Collected data entries
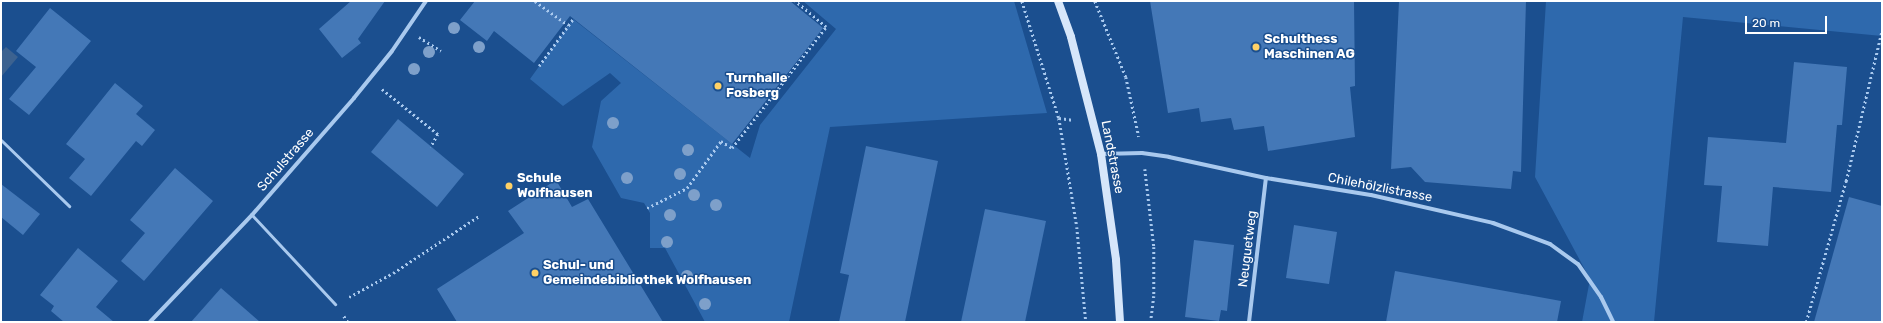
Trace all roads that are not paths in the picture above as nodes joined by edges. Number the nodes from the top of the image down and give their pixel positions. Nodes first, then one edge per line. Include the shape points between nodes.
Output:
1 (426, 1) edge
2 (1058, 1) edge
3 (1, 140) edge
4 (1101, 154) junction
5 (1266, 178) junction
6 (69, 206) dead end
7 (252, 215) junction
8 (335, 304) road end
9 (150, 322) edge
10 (1120, 322) edge
11 (1249, 322) edge
12 (1613, 322) edge

1 - 7 street, Schulstrasse via 354,98
2 - 4 main road, Landstrasse via 1071,37
3 - 6 lane
4 - 5 street, Chilehölzlistrasse via 1142,153
4 - 10 main road, Landstrasse via 1114,238
5 - 11 street, Neuguetweg
5 - 12 street, Chilehölzlistrasse via 1371,195 1447,211 1527,234 1550,244 1578,264 1601,297
7 - 8 lane
7 - 9 street, Schulstrasse

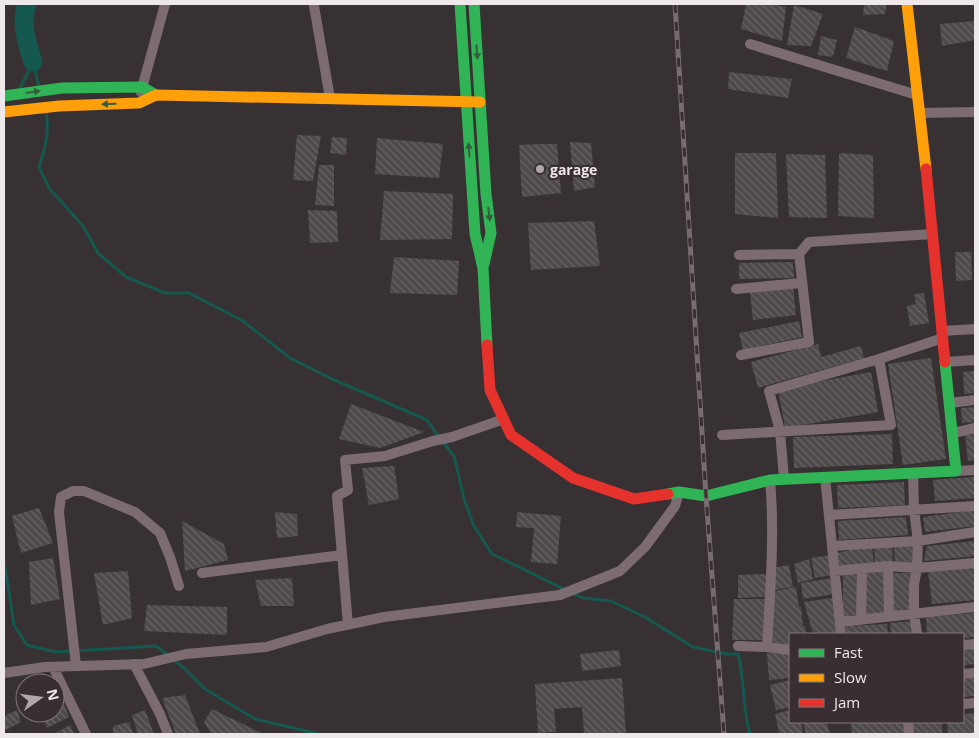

— WORK INSTRUCTIONS —
The output must be every line of the records, printed exactly, with the pictures omitted.

— REPLY TO THE EXERCISE —
Trace all roads that are not paths in the picture above as nodes joined by edges. Number the nodes from the top of the image down and give their pixel positions. Nodes first, then one edge per line. Include the shape points between nodes.
Output:
1 (426, 1) edge
2 (1058, 1) edge
3 (1, 140) edge
4 (1101, 154) junction
5 (1266, 178) junction
6 (69, 206) dead end
7 (252, 215) junction
8 (335, 304) road end
9 (150, 322) edge
10 (1120, 322) edge
11 (1249, 322) edge
12 (1613, 322) edge

1 - 7 street, Schulstrasse via 354,98
2 - 4 main road, Landstrasse via 1071,37
3 - 6 lane
4 - 5 street, Chilehölzlistrasse via 1142,153
4 - 10 main road, Landstrasse via 1114,238
5 - 11 street, Neuguetweg
5 - 12 street, Chilehölzlistrasse via 1371,195 1447,211 1527,234 1550,244 1578,264 1601,297
7 - 8 lane
7 - 9 street, Schulstrasse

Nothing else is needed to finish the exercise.